The appellant has argued that he ought not to have been convicted of the offence of capital robbery but rather that upon the facts of the case he ought to have been convicted on the lesser offence of a simple robbery under section 296(1) of the Penal Code.  The ingredients of the offence of robbery with violence were clearly set out by the Court of Appeal in the case of OLUOCH –VS – REPUBLIC [1985] KLR where it was held:

“Robbery with violence is committed in any of the following circumstances:

The offender is armed with any dangerous and offensive weapon or instrument; or

The offender is in company with one or more person or persons; or

At or immediately before or immediately after the time of the robbery the offender wounds, beats, strikes or uses other personal violence to any person ………” [our own emphasis].

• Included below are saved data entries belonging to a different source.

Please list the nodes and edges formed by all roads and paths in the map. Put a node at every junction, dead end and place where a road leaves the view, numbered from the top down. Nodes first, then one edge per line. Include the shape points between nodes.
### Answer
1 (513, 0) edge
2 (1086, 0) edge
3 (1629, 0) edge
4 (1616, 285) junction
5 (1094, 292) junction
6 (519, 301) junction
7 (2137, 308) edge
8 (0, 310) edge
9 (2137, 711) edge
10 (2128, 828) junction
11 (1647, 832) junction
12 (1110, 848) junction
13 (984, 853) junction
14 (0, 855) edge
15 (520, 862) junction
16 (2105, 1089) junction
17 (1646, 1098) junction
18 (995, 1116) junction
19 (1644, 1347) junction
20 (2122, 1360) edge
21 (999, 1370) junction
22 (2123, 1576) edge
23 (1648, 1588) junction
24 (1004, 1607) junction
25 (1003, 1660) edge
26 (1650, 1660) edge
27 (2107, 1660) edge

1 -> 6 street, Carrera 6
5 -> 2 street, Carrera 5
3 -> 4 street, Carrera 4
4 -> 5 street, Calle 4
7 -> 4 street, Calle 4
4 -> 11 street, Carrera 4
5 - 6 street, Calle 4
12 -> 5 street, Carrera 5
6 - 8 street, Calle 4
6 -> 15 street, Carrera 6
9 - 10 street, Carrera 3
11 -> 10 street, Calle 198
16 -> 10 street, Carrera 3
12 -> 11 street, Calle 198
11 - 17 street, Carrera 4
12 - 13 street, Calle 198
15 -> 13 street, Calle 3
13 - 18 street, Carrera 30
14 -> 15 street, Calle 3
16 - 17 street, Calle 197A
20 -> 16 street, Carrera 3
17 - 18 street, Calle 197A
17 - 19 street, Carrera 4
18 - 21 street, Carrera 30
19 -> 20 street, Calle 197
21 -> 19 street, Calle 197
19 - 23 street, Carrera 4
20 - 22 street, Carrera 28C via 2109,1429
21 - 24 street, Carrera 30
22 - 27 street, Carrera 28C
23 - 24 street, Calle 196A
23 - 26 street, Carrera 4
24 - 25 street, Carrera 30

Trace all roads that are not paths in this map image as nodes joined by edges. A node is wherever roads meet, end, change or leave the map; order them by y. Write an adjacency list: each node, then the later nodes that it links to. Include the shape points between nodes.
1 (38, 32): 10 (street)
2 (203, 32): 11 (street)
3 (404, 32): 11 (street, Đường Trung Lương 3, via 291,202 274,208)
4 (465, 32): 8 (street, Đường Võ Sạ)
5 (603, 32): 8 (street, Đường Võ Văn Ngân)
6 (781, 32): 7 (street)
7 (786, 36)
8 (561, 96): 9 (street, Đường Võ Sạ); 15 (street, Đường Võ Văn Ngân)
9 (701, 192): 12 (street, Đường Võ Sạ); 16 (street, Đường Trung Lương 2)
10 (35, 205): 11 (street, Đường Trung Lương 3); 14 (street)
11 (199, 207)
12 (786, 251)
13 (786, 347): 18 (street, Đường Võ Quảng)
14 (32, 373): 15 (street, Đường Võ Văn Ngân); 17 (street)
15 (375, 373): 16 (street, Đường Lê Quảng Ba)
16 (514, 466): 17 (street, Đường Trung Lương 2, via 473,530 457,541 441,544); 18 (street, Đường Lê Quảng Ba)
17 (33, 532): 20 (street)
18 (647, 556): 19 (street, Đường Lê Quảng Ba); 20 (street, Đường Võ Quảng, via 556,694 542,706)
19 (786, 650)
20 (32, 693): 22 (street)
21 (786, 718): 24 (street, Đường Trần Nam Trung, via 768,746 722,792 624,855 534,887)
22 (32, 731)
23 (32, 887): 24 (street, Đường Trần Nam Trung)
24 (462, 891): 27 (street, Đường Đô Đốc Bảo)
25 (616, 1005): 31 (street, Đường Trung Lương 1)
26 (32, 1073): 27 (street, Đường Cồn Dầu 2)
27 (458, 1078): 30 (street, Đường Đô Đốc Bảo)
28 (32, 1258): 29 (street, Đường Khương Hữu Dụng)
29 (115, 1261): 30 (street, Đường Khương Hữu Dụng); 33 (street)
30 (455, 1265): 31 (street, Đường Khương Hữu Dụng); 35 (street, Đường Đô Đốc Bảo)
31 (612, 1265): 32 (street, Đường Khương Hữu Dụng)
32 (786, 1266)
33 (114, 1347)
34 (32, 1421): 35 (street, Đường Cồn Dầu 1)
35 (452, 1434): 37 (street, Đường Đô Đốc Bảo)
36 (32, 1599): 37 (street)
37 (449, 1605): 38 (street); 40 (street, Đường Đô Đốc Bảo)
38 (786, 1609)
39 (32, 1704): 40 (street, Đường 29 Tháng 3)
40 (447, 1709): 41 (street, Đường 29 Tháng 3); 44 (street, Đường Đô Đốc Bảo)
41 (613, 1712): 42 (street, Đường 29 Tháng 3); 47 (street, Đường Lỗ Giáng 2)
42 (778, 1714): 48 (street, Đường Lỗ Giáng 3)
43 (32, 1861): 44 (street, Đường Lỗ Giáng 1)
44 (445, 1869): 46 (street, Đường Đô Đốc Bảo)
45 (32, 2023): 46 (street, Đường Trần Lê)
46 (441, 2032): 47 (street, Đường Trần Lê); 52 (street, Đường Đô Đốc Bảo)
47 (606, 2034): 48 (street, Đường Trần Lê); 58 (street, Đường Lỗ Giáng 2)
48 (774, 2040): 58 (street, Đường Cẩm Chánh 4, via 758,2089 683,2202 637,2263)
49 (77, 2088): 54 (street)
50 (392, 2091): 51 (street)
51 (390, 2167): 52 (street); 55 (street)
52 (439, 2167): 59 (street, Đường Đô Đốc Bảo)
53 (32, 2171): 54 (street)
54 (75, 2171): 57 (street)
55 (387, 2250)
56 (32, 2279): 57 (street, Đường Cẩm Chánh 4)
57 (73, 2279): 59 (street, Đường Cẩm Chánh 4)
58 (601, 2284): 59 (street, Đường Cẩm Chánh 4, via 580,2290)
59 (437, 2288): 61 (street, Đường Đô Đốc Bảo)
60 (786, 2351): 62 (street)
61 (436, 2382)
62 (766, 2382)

The use of the word OR in this definition means that proof of any one of the above ingredients is sufficient to establish an offence under section 296(2) of the Penal Code.  In this case the complainant said that he was accosted by a group of six men – this fulfils ingredient (b).  The complainant testified that the accused and his companions were armed with knives which were used to threaten the complainant – this fulfils ingredient (a).  The fact that the complainant did not sustain any injury in the course of the robbery does not reduce the offence to simple robbery.  Two ingredients of Robbery with Violence under section 296(2) have been shown to have existed and that is sufficient to prove the offence.  We therefore find that the trial magistrate was correct in imposing a conviction under section 296(2).  The trial magistrate did give due consideration to the appellant’s defence which he found to be unworthy and subsequently dismissed.  We are satisfied that the appellant was properly convicted and we do hereby dismiss his appeal against conviction.

The appellant was accorded an opportunity to mitigate after which the learned trial magistrate imposed the death sentence.  This was the lawful sentence in accordance with section 296(2) of the Penal Code.  We therefore uphold the sentence.  The upshot is that this appeal fails in its entirety and is hereby dismissed.

Dated and delivered in Mombasa this 30th day of October, 2013.